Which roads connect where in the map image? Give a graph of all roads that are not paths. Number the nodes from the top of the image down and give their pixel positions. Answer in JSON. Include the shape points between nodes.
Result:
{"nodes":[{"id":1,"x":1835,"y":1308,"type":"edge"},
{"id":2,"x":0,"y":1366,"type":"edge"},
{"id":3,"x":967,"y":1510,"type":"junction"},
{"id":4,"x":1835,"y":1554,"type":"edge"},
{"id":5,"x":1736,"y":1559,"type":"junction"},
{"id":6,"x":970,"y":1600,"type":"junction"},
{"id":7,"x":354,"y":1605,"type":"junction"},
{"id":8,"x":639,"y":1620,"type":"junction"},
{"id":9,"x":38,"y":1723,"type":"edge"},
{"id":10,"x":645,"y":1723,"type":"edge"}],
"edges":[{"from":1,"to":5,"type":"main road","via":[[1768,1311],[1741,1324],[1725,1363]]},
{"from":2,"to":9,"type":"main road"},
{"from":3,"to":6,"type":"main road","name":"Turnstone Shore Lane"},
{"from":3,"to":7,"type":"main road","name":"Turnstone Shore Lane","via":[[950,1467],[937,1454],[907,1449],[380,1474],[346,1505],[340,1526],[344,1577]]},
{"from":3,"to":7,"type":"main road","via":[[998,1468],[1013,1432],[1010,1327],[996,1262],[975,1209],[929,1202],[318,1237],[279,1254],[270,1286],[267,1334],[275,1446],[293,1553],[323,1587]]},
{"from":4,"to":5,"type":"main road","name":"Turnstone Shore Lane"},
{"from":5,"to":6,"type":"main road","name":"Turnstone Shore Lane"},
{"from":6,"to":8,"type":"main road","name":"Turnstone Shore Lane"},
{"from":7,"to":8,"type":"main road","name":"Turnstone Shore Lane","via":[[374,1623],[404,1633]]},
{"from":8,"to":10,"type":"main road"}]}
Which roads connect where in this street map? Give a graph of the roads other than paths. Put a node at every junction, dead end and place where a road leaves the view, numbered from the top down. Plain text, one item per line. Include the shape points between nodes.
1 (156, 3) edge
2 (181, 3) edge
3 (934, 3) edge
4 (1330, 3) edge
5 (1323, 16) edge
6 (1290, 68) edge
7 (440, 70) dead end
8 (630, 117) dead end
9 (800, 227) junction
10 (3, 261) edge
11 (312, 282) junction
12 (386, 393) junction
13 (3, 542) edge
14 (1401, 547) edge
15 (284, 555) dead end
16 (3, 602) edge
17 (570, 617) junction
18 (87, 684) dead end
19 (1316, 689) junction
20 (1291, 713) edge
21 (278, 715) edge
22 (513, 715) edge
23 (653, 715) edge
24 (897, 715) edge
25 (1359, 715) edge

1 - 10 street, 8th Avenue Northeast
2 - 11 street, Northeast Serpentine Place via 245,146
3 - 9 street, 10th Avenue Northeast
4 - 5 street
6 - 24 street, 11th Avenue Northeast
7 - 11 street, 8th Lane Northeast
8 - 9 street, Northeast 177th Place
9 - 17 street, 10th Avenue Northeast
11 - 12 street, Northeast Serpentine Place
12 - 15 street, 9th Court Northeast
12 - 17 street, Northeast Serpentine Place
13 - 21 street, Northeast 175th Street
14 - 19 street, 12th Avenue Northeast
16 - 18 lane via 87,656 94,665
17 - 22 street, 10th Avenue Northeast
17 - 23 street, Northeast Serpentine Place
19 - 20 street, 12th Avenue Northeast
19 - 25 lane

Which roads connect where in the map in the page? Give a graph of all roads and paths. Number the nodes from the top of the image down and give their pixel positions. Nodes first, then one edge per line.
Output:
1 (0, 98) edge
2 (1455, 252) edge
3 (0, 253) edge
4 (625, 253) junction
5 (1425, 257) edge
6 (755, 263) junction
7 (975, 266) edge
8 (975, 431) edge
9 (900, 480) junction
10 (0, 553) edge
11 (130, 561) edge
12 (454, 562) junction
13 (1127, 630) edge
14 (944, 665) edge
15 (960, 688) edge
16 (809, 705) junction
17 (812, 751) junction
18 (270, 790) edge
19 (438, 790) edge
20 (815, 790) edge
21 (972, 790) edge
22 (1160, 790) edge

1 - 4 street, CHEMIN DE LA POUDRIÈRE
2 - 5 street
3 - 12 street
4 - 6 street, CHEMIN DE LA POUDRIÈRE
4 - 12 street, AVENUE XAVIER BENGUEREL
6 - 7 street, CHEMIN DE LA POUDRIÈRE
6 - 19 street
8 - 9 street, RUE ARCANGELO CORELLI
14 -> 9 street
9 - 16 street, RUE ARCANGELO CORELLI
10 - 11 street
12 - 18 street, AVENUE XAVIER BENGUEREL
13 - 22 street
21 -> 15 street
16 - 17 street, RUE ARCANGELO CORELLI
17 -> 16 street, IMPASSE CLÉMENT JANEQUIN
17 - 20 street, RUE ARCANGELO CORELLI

☆ ☆ ☆ ☆ ☆

### WORK ITEM
Line by line, retype the records with no changes.

### RESPONSE BELOW
Which roads connect where in the map image? Give a graph of all roads that are not paths. Number the nodes from the top of the image down and give their pixel positions. Answer in JSON. Include the shape points between nodes.
Result:
{"nodes":[{"id":1,"x":1835,"y":1308,"type":"edge"},
{"id":2,"x":0,"y":1366,"type":"edge"},
{"id":3,"x":967,"y":1510,"type":"junction"},
{"id":4,"x":1835,"y":1554,"type":"edge"},
{"id":5,"x":1736,"y":1559,"type":"junction"},
{"id":6,"x":970,"y":1600,"type":"junction"},
{"id":7,"x":354,"y":1605,"type":"junction"},
{"id":8,"x":639,"y":1620,"type":"junction"},
{"id":9,"x":38,"y":1723,"type":"edge"},
{"id":10,"x":645,"y":1723,"type":"edge"}],
"edges":[{"from":1,"to":5,"type":"main road","via":[[1768,1311],[1741,1324],[1725,1363]]},
{"from":2,"to":9,"type":"main road"},
{"from":3,"to":6,"type":"main road","name":"Turnstone Shore Lane"},
{"from":3,"to":7,"type":"main road","name":"Turnstone Shore Lane","via":[[950,1467],[937,1454],[907,1449],[380,1474],[346,1505],[340,1526],[344,1577]]},
{"from":3,"to":7,"type":"main road","via":[[998,1468],[1013,1432],[1010,1327],[996,1262],[975,1209],[929,1202],[318,1237],[279,1254],[270,1286],[267,1334],[275,1446],[293,1553],[323,1587]]},
{"from":4,"to":5,"type":"main road","name":"Turnstone Shore Lane"},
{"from":5,"to":6,"type":"main road","name":"Turnstone Shore Lane"},
{"from":6,"to":8,"type":"main road","name":"Turnstone Shore Lane"},
{"from":7,"to":8,"type":"main road","name":"Turnstone Shore Lane","via":[[374,1623],[404,1633]]},
{"from":8,"to":10,"type":"main road"}]}
Which roads connect where in this street map? Give a graph of the roads other than paths. Put a node at every junction, dead end and place where a road leaves the view, numbered from the top down. Plain text, one item per line. Include the shape points between nodes.
1 (156, 3) edge
2 (181, 3) edge
3 (934, 3) edge
4 (1330, 3) edge
5 (1323, 16) edge
6 (1290, 68) edge
7 (440, 70) dead end
8 (630, 117) dead end
9 (800, 227) junction
10 (3, 261) edge
11 (312, 282) junction
12 (386, 393) junction
13 (3, 542) edge
14 (1401, 547) edge
15 (284, 555) dead end
16 (3, 602) edge
17 (570, 617) junction
18 (87, 684) dead end
19 (1316, 689) junction
20 (1291, 713) edge
21 (278, 715) edge
22 (513, 715) edge
23 (653, 715) edge
24 (897, 715) edge
25 (1359, 715) edge

1 - 10 street, 8th Avenue Northeast
2 - 11 street, Northeast Serpentine Place via 245,146
3 - 9 street, 10th Avenue Northeast
4 - 5 street
6 - 24 street, 11th Avenue Northeast
7 - 11 street, 8th Lane Northeast
8 - 9 street, Northeast 177th Place
9 - 17 street, 10th Avenue Northeast
11 - 12 street, Northeast Serpentine Place
12 - 15 street, 9th Court Northeast
12 - 17 street, Northeast Serpentine Place
13 - 21 street, Northeast 175th Street
14 - 19 street, 12th Avenue Northeast
16 - 18 lane via 87,656 94,665
17 - 22 street, 10th Avenue Northeast
17 - 23 street, Northeast Serpentine Place
19 - 20 street, 12th Avenue Northeast
19 - 25 lane

Which roads connect where in the map in the page? Give a graph of all roads and paths. Number the nodes from the top of the image down and give their pixel positions. Nodes first, then one edge per line.
Output:
1 (0, 98) edge
2 (1455, 252) edge
3 (0, 253) edge
4 (625, 253) junction
5 (1425, 257) edge
6 (755, 263) junction
7 (975, 266) edge
8 (975, 431) edge
9 (900, 480) junction
10 (0, 553) edge
11 (130, 561) edge
12 (454, 562) junction
13 (1127, 630) edge
14 (944, 665) edge
15 (960, 688) edge
16 (809, 705) junction
17 (812, 751) junction
18 (270, 790) edge
19 (438, 790) edge
20 (815, 790) edge
21 (972, 790) edge
22 (1160, 790) edge

1 - 4 street, CHEMIN DE LA POUDRIÈRE
2 - 5 street
3 - 12 street
4 - 6 street, CHEMIN DE LA POUDRIÈRE
4 - 12 street, AVENUE XAVIER BENGUEREL
6 - 7 street, CHEMIN DE LA POUDRIÈRE
6 - 19 street
8 - 9 street, RUE ARCANGELO CORELLI
14 -> 9 street
9 - 16 street, RUE ARCANGELO CORELLI
10 - 11 street
12 - 18 street, AVENUE XAVIER BENGUEREL
13 - 22 street
21 -> 15 street
16 - 17 street, RUE ARCANGELO CORELLI
17 -> 16 street, IMPASSE CLÉMENT JANEQUIN
17 - 20 street, RUE ARCANGELO CORELLI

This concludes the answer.